By Stop Illegal Fishing:14th Dec, 2023:

On 6 – 8 December 2023, representatives of the signatory countries to the MCSCC Charter gathered in Cape Town for the first meeting of the SADC MCSCC Operational Task Force. A new milestone for cooperation on the protection of the region’s fisheries, which advances further the processes for the operationalisation of the SADC Monitoring, Control and Surveillance Coordination Centre (MCSCC).

“We want a better future, together” – it is with these words that Motseki Hlatshwayo, fisheries technical advisor at the SADC Secretariat, summarised the long-lasting commitment of SADC member States to the protection of the region’s fisheries.

After the adoption of the Protocol on Fisheries in 2001 and the Statement of Commitment to combat Illegal, Unreported and Unregulated (IUU) fishing in 2008, the recent entry into force of the Charter for the establishment of the SADC MCSCC in April 2023 gives the region the means to realise the vision promoted by the SADC Fisheries Ministers for over two decades.

This inaugural meeting of the MCSCC Task Force formalises a process that the signatories to the MCSCC Charter had already started as a non-official network. This was instrumental in keeping momentum until the MCSCC would be legally established, as the entry into force of the MCSCC Charter took six years after it was adopted by SADC Fisheries Ministers in 2017. With this new milestone achieved, priority is now on advancing all the processes linked to the operationalisation of the MCSCC, including the key function of the MCSCC to establish a regional register of fishing vessels operating in the SADC waters.

To formalise the MCSCC Task Force, the representatives from the founding members discussed the Terms of Reference that will guide their work, underpinning the objectives of the MCSCC. These Terms of Reference will be validated at the next Task Force meeting.

One of the main objectives of the meeting was to start discussions on the establishment of the SADC Regional Register of Fishing Vessels, one of the key functions of the MCSCC. With the adoption of the 2017 MCSCC Charter, SADC Member States have committed to developing the Regional Register within the Centre. However, details on the requirements and the process to operate this Regional Register have so far not been defined. The objective of first Task Force meeting in Cape Town was to reemphasise the importance and benefits of establishing such a register, with harmonised criteria for access across the region. Task Force Members are aware that this will be a process, as this requires consensus on the criteria used to assess whether a vessel should be authorised to operate in the region and to be listed on the register. In other words, what transparency should be required from fishing vessels operators as a preliminary condition to access the region.
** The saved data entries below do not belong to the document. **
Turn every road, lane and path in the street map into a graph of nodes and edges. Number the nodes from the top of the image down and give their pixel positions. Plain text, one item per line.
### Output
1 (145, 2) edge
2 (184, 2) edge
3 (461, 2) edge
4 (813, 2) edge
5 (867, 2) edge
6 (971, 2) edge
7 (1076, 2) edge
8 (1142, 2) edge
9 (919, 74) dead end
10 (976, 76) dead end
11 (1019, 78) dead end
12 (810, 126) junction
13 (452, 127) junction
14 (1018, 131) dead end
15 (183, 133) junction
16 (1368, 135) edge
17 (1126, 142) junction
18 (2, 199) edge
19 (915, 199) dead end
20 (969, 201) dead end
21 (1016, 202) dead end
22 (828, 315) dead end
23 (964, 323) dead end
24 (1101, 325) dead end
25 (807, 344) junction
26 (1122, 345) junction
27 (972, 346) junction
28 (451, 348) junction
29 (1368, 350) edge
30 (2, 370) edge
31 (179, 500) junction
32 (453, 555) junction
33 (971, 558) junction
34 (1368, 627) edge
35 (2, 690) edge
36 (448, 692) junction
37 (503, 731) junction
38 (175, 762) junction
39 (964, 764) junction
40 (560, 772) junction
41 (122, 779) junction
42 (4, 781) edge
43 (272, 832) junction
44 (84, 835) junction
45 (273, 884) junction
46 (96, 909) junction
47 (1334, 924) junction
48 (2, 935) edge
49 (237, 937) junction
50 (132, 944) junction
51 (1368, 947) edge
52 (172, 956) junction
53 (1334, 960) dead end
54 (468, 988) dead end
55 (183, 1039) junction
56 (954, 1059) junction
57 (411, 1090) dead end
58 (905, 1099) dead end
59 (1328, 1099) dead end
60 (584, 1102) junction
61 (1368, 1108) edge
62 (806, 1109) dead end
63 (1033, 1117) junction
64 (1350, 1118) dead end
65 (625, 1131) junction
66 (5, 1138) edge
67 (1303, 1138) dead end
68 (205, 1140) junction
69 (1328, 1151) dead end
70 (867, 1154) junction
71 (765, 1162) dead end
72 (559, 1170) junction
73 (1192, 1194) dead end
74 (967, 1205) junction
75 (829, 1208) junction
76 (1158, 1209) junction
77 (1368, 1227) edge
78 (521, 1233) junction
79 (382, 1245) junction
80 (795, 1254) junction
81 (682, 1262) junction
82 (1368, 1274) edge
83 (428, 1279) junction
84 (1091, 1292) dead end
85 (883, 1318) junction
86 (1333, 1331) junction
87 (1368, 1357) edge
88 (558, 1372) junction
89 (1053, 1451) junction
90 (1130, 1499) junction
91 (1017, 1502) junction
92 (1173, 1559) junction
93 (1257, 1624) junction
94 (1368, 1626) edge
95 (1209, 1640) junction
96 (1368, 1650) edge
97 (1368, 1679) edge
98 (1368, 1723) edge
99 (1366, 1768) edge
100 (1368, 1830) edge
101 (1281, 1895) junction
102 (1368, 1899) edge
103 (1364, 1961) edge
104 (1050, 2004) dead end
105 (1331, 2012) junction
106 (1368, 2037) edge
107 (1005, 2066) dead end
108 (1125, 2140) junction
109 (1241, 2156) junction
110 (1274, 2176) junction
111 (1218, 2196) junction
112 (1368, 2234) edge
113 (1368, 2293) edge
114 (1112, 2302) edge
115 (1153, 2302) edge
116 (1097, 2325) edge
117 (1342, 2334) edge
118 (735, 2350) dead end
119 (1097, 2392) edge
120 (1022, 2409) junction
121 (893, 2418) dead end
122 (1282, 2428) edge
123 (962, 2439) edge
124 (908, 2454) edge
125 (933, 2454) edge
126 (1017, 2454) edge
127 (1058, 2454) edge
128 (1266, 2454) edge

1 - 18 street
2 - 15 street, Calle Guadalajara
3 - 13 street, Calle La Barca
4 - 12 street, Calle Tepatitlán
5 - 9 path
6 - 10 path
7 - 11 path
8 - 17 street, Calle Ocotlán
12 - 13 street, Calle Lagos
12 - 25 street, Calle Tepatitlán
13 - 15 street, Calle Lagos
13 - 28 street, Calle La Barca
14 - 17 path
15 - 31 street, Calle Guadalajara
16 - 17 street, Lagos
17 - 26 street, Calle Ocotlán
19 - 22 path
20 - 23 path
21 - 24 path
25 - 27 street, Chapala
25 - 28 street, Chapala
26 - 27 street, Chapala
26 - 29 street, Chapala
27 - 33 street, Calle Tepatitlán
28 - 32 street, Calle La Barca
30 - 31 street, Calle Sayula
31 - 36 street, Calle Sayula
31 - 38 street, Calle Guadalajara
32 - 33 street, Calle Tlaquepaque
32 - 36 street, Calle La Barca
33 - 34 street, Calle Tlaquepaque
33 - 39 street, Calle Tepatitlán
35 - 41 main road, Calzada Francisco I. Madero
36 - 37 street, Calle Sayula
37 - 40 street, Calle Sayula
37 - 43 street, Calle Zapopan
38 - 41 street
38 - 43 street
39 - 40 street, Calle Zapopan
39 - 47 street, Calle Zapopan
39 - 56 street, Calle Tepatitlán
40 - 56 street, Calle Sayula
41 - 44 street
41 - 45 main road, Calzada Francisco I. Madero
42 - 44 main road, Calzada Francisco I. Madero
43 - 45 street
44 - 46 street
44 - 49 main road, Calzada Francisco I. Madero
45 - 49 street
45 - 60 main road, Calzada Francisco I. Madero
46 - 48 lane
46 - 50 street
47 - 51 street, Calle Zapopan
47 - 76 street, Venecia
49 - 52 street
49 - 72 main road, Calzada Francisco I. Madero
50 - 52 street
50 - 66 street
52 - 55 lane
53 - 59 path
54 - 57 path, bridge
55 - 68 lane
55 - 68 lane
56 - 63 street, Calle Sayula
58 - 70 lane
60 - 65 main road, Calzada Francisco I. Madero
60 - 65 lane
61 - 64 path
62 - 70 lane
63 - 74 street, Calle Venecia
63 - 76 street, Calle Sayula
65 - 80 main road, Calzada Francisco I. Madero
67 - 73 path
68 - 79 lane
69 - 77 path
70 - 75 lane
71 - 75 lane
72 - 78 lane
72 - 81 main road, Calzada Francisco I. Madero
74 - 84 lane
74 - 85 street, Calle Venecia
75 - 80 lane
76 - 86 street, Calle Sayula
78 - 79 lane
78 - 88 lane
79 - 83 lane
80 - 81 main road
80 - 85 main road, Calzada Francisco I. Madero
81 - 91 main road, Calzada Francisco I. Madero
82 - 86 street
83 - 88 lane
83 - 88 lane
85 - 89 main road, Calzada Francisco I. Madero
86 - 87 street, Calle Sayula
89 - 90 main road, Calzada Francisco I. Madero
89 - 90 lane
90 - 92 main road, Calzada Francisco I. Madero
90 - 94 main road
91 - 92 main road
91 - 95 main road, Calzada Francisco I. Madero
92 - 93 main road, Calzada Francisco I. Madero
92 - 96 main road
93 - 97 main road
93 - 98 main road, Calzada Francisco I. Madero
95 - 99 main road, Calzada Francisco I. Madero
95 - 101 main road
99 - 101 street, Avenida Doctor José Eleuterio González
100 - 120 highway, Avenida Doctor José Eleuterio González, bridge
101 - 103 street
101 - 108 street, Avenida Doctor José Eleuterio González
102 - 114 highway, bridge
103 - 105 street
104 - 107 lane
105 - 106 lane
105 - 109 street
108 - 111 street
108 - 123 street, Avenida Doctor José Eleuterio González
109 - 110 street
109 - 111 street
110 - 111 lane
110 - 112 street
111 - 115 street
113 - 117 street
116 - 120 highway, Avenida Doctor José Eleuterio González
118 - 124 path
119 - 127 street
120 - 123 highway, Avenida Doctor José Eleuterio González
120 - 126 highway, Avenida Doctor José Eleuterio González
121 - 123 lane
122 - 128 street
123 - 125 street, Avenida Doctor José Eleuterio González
A major outcome was the agreement of the Task Force on the following basic requirements to be eligible for the SADC Regional Register of Fishing Vessels:

  1. the vessel is not listed on an RFMO IUU vessel list,
  2. the vessel does not have an INTERPOL IUU alert issued against it,
  3. there is a flag State authorisation for the vessel to fish outside of the flag State, and
  4. the vessel has an IMO number.

The Task Force mandated the MCSCC to prepare a proposal for minimum criteria for the SADC Regional Register of Fishing Vessels and a plan for implementation to be shared before, and discussed at, the second meeting of the MCSCC Task Force. Stop Illegal Fishing will assist the MCSCC in elaborating these documents.

This recommendation of the Task Force is another milestone in the implementation of regional cooperation on fisheries. And it is only the start. Beyond these minimum requirements, the Task Force also discussed further areas of transparency that would support collective action against IUU fishing in the region, taking as a basis the Principles of two global initiatives for fisheries transparency: the Fisheries Transparency Initiative (FiTI) and the Global Charter for Fisheries Transparency. To build further on these discussions, the Task Force recommended that the MCSCC should prepare awareness material to promote these principles in the region and link them to regional commitments. This includes researching further into the Charter requirements to highlight their relevance to the region (both in terms of existing commitments and practical benefits) and identify potential barriers that should be considered and overcome.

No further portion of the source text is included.